As policymakers in Washington desperately search for ways to resuscitate America’s moribund economy a popular meme is taking hold that higher military spending can help boost the economy. Is that true? Theory aside, the historical evidence is not so clear.
Even House Republicans appear to be jumping on the spend defense money bandwagon, apparently eager to show they remain “strong” on defense. The GOP spokesman, Josh Holly, sent out a response to the initial Obama plan to cut 10 percent from the defense budget with this pop quiz:
Pop Quiz: A $55 billion cut in defense spending during a time of war and tough economic times will:
a) Improve America’s ailing economy,
b) Hurt America’s ailing economy even more,
c) Haven’t considered the economic implications or number of jobs that will be lost yet, or
d) Not sure.
While the answer would seem to be obvious from Holly’s very rigged choices, the answer is not so simple. The general idea is that when the government increases military spending through borrowing or printing money, it boosts aggregate demand for goods and services.
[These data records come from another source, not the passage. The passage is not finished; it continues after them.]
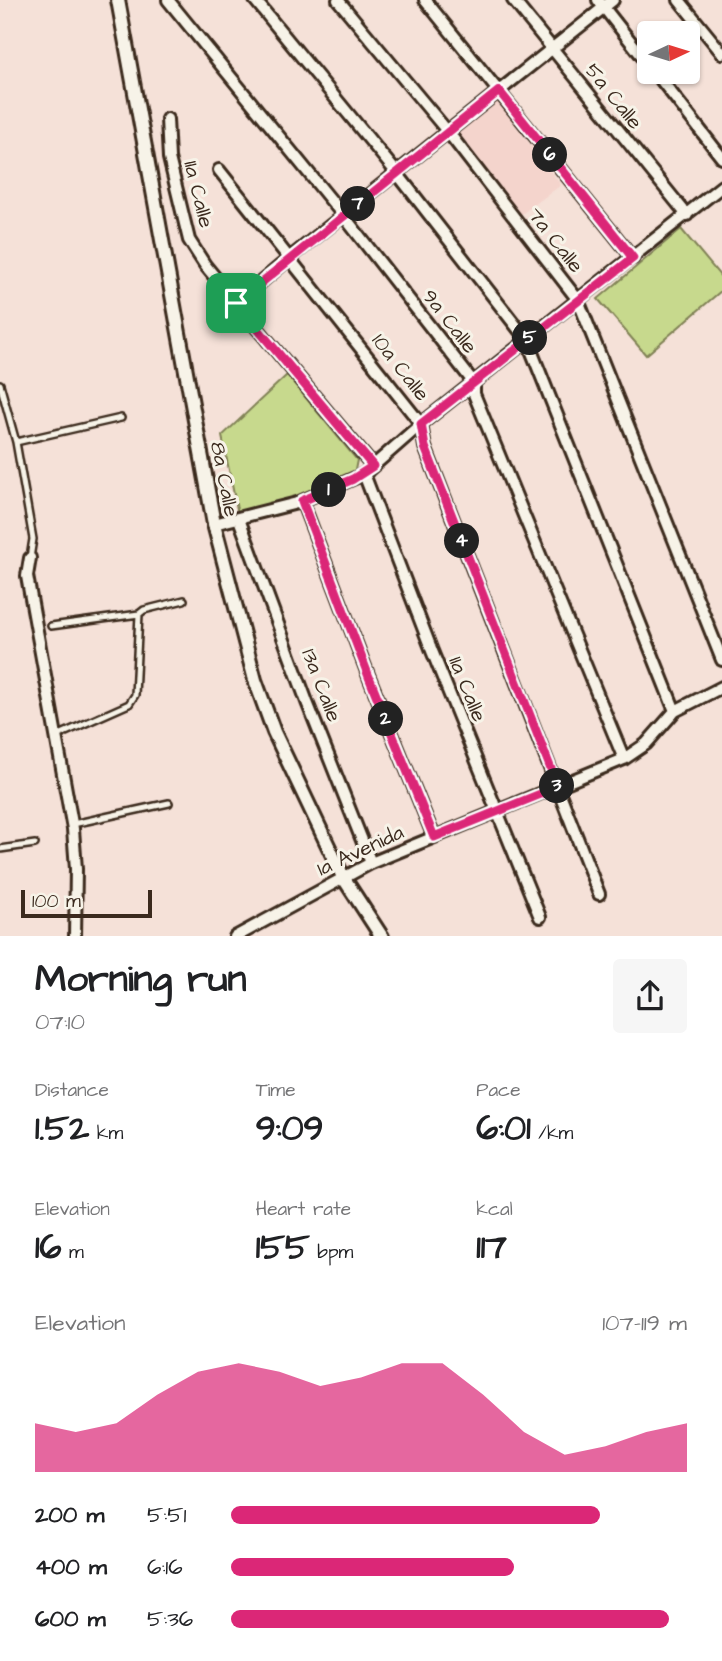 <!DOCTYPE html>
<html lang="en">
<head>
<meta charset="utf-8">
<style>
	body { margin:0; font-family:"Architects Daughter",sans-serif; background:#f6f6f6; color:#202124; height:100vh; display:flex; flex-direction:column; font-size:26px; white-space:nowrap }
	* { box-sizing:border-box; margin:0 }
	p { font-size:23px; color:#757577 }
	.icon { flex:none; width:38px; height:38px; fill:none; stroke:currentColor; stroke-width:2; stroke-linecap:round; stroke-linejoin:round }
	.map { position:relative; height:936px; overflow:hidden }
	.side { display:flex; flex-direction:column; background:#fff; flex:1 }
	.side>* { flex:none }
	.needle { width:46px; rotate:86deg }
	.controls { position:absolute; left:637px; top:21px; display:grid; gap:14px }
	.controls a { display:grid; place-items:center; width:63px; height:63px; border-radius:7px; background:#fff; box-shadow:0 2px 5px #0004; font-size:35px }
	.scale { position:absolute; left:21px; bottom:18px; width:131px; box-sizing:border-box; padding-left:7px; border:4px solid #3b2a1e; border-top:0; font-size:19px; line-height:24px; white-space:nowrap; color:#3b2a1e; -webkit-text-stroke:5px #f7f3e8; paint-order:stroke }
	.pin { position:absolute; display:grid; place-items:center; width:60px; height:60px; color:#fff; margin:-30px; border-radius:14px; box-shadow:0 4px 10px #0006 }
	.km { position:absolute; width:35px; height:35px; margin:-18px; border-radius:50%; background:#222; color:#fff; font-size:19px; line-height:35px; text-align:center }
	.round { display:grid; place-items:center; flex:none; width:74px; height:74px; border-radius:7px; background:#f6f6f6 }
	.overview { display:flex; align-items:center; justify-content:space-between; height:119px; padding:0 35px }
	h1 { font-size:38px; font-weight:700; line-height:52px }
	.stats { display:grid; grid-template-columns:repeat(3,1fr); gap:10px; height:119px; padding:7px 35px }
	.stats div { display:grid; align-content:center }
	.stats b { font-size:35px; font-weight:700 }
	.stats small { font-size:19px; font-weight:400 }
	.stats p { font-size:19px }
	.chart { height:196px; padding:14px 35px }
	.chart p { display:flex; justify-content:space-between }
	.chart svg { width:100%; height:126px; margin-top:7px; fill:#db2777; opacity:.7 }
	ul { padding:0 35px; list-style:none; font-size:23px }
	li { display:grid; grid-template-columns:112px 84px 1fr; align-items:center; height:52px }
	li i { height:18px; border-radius:9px; background:#db2777 }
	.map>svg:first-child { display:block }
	.built { fill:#f4d4cc }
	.green { fill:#c7d98d; stroke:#818256; stroke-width:2 }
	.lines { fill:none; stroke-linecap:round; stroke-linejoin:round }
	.service-casing { stroke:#3b2a1e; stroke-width:10 }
	.minor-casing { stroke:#3b2a1e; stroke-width:16 }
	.tertiary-casing { stroke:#3b2a1e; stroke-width:18 }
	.service { stroke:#f7f3e8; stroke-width:5 }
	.minor { stroke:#f7f3e8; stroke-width:10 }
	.tertiary { stroke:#f7f3e8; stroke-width:12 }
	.route-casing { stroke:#fff; stroke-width:14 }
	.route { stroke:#db2777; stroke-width:9 }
	.labels { text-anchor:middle; stroke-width:6; stroke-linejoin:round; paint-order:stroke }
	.street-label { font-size:21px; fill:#3b2a1e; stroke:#f7f3e8 }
</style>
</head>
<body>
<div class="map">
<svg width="722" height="937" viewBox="0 0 722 937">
	<rect width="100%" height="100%" fill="#f5e1d8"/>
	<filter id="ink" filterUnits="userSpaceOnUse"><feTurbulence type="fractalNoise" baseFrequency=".0143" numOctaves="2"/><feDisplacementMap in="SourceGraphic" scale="14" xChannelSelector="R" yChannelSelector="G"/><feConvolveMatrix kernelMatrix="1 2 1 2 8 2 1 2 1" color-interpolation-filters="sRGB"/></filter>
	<g filter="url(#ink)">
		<path class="built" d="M497,101l64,84 -42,31 -63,-83z"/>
		<path class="green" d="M681,229l41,49v12l-76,65 -48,-56z
			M287,375l70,85 -3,15 -53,21 -63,18 -16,-78z"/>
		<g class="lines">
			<g class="service-casing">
				<path id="service" d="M0,384l16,58 17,97 -3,19
					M16,442l105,-24
					M51,626l88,-12
					M57,736l72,-32 6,-9 4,-81 5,-4 40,-10
					M73,824l96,-21
					M0,849l35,-5"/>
			</g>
			<g class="minor-casing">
				<path id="minor" d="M168,0l175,215 131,168v11l150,365
					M255,0l141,172 131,168 148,371
					M338,0l110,132 130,168 144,360
					M425,0l208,258
					M513,0l174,215
					M598,0l51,65
					M679,0l43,53
					M655,72l67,86
					M167,119l2,39 20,82 16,25 31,38 137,163
					M219,170l202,254 4,23 174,447
					M236,303l55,-46 322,-257
					M364,474l68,177 108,266
					M302,501l67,176 65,160
					M239,519l68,183 64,161
					M214,524l83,-21 67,-29 57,-50 301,-238
					M30,558l-3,18 46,253 3,40 -1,68
					M235,937l136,-74 253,-104 22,-15 29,-33 47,-24"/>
			</g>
			<g class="tertiary-casing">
				<path id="tertiary" d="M118,0l96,524 41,156 19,52 69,145 39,60"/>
			</g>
			<use href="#service" class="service"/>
			<use href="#minor" class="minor"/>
			<use href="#tertiary" class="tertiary"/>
		</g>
	</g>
	<g class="lines" filter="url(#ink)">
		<g class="route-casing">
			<path id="route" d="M499,91l134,167 -212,166 4,23 133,340 -124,50 -65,-160 -67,-176 51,-22 20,-13 -137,-163z"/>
		</g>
		<use href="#route" class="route"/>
	</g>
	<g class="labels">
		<g class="street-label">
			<text transform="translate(614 96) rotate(51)" y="7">5a Calle</text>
			<text transform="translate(199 194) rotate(76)" y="7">11a Calle</text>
			<text transform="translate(556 240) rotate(52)" y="7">7a Calle</text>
			<text transform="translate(450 321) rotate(52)" y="7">9a Calle</text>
			<text transform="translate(401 367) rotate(52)" y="7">10a Calle</text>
			<text transform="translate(225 479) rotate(79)" y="7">8a Calle</text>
			<text transform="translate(322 685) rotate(69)" y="7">13a Calle</text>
			<text transform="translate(468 689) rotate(68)" y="7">11a Calle</text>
			<text transform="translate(360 850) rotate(-25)" y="7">1a Avenida</text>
		</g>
	</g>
</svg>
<div class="controls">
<a><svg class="needle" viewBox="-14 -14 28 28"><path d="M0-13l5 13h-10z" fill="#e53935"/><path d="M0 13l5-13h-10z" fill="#757577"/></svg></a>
</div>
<div class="scale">100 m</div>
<div class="pin" style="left:236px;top:303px;background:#1e9e55"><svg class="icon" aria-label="arrive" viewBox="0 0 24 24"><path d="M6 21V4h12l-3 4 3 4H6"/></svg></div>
<b class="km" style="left:329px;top:490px">1</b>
<b class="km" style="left:386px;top:719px">2</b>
<b class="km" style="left:557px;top:786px">3</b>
<b class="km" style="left:462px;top:541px">4</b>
<b class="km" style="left:530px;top:338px">5</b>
<b class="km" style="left:550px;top:155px">6</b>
<b class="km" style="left:358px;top:204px">7</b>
</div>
<section class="side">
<div class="overview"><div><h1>Morning run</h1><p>07:10</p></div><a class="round"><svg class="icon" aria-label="share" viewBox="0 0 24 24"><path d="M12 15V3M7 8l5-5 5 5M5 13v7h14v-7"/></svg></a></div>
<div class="stats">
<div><p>Distance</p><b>1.52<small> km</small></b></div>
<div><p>Time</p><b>9:09</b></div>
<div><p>Pace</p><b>6:01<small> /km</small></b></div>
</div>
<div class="stats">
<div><p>Elevation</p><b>16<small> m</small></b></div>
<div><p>Heart rate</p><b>155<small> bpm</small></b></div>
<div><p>kcal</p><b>117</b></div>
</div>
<div class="chart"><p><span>Elevation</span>107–119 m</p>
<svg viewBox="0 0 160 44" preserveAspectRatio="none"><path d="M0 44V27L10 30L20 27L30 17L40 9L50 6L60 9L70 14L80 11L90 6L100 6L110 17L120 30L130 38L140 35L150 30L160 27V44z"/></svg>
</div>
<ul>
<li><b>200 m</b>5:51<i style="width:81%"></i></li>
<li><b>400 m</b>6:16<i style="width:62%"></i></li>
<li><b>600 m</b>5:36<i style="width:96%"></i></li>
</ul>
</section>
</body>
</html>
One of those pushing this line is Martin Feldstein, professor of economics at Harvard, and a former Reagan administration economic advisor, who says a chunk of military spending should go into the stimulus plan being debated by Congress. “If rapid spending on things that need to be done is a criterion of choice, the plan should include higher defense outlays, including replacing and repairing supplies and equipment, needed after five years of fighting. The military can increase its level of procurement very rapidly,” he wrote in a Jan. 29, Washington Post op-ed.